Patients "get these drugs to treat their hypertension, but we believe they may also help their heart failure. It’s a belief system. My colleagues and I already use a lot of spironolactone to treat hypertension, and the TOPCAT results won’t change my practice. I’m not comfortable telling people that you should use an aldosterone antagonist because of TOPCAT," Dr. Teerlink said in an interview.

"An angiotensin-converting enzyme inhibitor will probably work; spironolactone probably works if you get the diagnosis right; we don’t know about beta-blockers; and there is some evidence for using digoxin," said Dr. John G.F. Cleland, professor of cardiology at the University of Hull, Kingston-upon-Hull, England. "There must also be good treatment of hypertension, and judicious use of diuretics."

"I’m careful with beta-blockers; I’ve had some patients who felt miserable on them," said Dr. Borlaug. "Some HFPEF patients don’t have a stroke volume, they don’t have diastole, all they have is heart rate, and if you take that away they are left with no cardiac output."

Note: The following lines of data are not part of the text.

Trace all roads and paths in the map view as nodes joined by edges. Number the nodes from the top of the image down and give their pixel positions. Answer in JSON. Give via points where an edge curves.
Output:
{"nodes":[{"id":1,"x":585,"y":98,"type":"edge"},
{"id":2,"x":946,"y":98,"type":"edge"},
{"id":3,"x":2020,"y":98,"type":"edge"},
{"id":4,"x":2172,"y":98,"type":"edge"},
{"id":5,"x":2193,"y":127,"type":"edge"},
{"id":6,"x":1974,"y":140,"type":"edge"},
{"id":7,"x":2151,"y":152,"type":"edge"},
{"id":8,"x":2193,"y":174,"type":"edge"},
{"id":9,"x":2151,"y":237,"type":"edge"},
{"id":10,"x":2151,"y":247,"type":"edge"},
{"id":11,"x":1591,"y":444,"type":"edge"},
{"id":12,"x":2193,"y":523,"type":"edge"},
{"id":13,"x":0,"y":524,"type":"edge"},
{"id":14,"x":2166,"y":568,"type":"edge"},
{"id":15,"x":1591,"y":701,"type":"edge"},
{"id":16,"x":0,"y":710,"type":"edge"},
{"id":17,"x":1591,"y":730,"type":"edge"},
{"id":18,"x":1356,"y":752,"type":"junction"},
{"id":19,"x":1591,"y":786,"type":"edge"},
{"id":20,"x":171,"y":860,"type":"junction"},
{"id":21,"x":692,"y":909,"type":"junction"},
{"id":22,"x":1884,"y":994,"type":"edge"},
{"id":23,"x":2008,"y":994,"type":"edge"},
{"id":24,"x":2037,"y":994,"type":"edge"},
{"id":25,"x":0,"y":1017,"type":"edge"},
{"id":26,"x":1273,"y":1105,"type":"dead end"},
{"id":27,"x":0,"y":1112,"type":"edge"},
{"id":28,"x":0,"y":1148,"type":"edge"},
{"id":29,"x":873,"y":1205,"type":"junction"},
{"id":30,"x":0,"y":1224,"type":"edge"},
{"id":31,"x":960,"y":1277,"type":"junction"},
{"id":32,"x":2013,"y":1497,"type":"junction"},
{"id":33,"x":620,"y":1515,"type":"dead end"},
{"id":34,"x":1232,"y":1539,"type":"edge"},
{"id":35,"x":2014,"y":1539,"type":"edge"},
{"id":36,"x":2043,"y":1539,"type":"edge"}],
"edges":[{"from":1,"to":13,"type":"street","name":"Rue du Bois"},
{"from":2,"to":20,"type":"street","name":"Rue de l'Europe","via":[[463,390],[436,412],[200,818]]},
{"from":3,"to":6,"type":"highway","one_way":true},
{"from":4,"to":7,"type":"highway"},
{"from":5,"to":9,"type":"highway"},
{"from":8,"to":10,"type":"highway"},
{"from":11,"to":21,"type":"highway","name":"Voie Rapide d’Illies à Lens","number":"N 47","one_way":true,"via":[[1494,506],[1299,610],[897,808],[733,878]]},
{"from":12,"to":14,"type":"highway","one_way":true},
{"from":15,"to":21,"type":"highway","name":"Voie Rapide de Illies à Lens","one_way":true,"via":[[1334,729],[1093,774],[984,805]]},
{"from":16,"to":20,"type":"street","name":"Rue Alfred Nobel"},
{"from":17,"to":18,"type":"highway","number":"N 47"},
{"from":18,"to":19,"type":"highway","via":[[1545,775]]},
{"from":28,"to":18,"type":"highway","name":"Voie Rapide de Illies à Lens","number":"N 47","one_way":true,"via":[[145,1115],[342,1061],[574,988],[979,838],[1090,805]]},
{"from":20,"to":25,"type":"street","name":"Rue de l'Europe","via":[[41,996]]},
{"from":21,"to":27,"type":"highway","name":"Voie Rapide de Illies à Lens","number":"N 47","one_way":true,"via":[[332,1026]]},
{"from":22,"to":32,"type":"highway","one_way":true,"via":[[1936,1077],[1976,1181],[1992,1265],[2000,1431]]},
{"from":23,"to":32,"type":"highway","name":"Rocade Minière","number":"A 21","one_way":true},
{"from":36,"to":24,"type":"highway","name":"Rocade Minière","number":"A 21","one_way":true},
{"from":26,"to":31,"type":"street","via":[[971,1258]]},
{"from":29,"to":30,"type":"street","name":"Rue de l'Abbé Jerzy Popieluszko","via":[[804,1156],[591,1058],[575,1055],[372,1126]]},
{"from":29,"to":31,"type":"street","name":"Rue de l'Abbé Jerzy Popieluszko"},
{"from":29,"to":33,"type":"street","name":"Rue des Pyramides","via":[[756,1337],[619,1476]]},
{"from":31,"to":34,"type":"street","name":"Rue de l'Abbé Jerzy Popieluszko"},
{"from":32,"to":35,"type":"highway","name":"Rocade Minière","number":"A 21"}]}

Aside from controlling blood pressure, experts advise good management of other comorbidities such as coronary disease, atrial fibrillation, diabetes, sleep disordered breathing, and renal disease. "Clinicians should make sure that they are not missing severe coronary artery disease, infiltrative cardiomyopathy, constrictive pericarditis, or other causes of HFPEF that have specific treatments," said Dr. Shah. Some drugs have shown promise in early-phase studies – such as ivabradine and neprilysin – but phase III trials are needed. "My advice on how to manage patients with HFPEF is to make every effort to enroll them in a randomized clinical trial," said Dr. Fonarow.

Dr. Burkert M. Pieske

Another key is making the diagnosis, ideally to prevent development of irreversible cardiovascular damage. "HFPEF is difficult to diagnose with certainty unless you do a cardiac catheterization to measure filling pressures, but in patients with early-stage HFPEF, even their invasive hemodynamics look pretty normal," said Dr. Borlaug. Another approach is an exercise echo, which is noninvasive and can identify stress-induced diastolic dysfunction, but the sensitivity and specificity of this approach remains uncertain, he said. And an elevated natriuretic peptide level can help nail the HFPEF diagnosis in some patients but many other patients have levels within the normal range.

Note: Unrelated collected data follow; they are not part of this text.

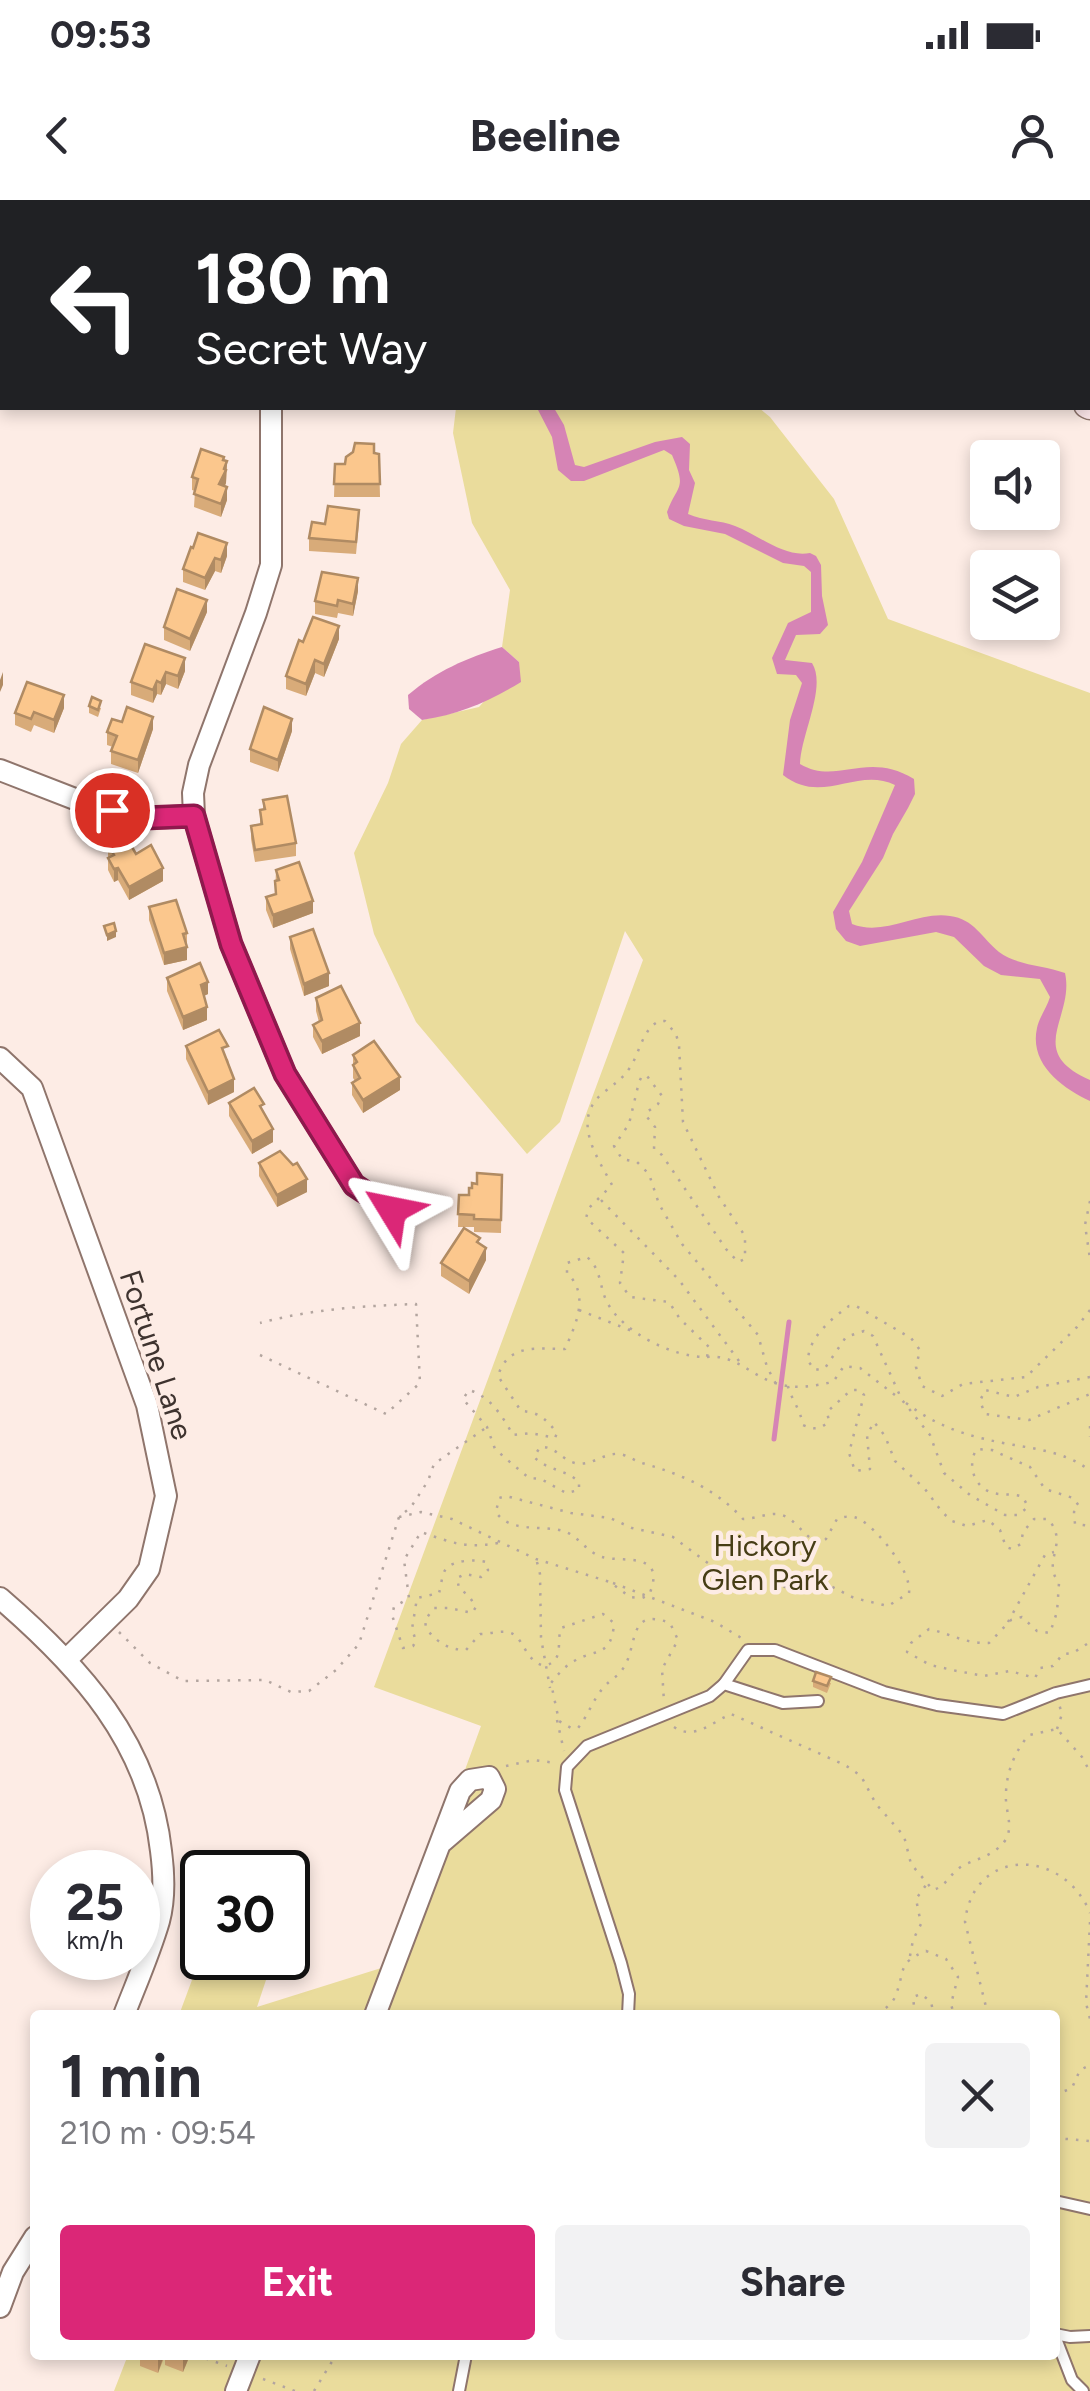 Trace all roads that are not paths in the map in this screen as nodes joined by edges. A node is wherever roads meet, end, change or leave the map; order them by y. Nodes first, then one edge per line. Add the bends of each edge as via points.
1 (271, 410) edge
2 (0, 770) edge
3 (194, 816) junction
4 (0, 1058) edge
5 (392, 1210) dead end
6 (0, 1598) edge
7 (67, 1659) junction
8 (724, 1684) junction
9 (1090, 1684) edge
10 (818, 1702) dead end
11 (490, 1777) road end
12 (126, 2010) edge
13 (376, 2010) edge
14 (628, 2010) edge
15 (1060, 2202) edge
16 (1090, 2210) edge
17 (30, 2246) edge
18 (0, 2307) edge
19 (1060, 2336) edge
20 (1090, 2336) edge
21 (1060, 2348) edge
22 (248, 2360) edge
23 (465, 2360) edge
24 (236, 2391) edge
25 (460, 2391) edge
26 (1083, 2391) edge

1 - 3 street via 271,565 199,765
2 - 3 street via 144,818
3 - 5 street via 231,944 285,1074 354,1185
4 - 7 street, Fortune Lane via 32,1088 146,1405 166,1496 150,1569
6 - 7 street
7 - 12 street via 108,1710 156,1810 163,1864 159,1919
8 - 9 lane via 748,1650 775,1650 884,1692 1003,1714
8 - 10 lane via 783,1703
8 - 14 lane via 710,1696 587,1746 567,1767 565,1790 621,1963
11 - 13 street via 491,1800 441,1843
15 - 16 lane
17 - 18 street
19 - 20 lane
21 - 26 lane
22 - 24 street
23 - 25 lane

To find HFPEF patients, apply a low index of suspicion and look for breathlessness, loss of functional capacity, signs of congestion, lung crackles, echocardiographic signs, pulmonary artery hypertension, and an enlarged left atrium, he suggested.

"Finding patients is a big challenge," said Dr. Pieske. HFPEF patients tend to be elderly, women, and people who are obese who have hypertension and perhaps diabetes. "They complain of dyspnea and fatigue and many physicians think this is just how it is. They will not consider that there is a true diagnosis behind these symptoms and complaints," especially if the patient has preserved left ventricular ejection fraction and a normal natriuretic peptide level." A diastolic stress test using exercise and an echo exam may identify stable patients with early-stage diastolic dysfunction but this requires confirmation, he said.

HFPEF dominates heart failure, lacks good treatment

Experts say the onus on physicians to diagnose and manage HFPEF will grow substantially, since HFPEF is not only highly prevalent but also increasing faster than heart failure with reduced ejection fraction (HFREF). Results from 13 community-based studies published during 1997-2006 showed that HFPEF represented an average of 55% of all heart failure cases, Dr. Carolyn S.P. Lam said last November during a talk at the American Heart Association’s scientific sessions.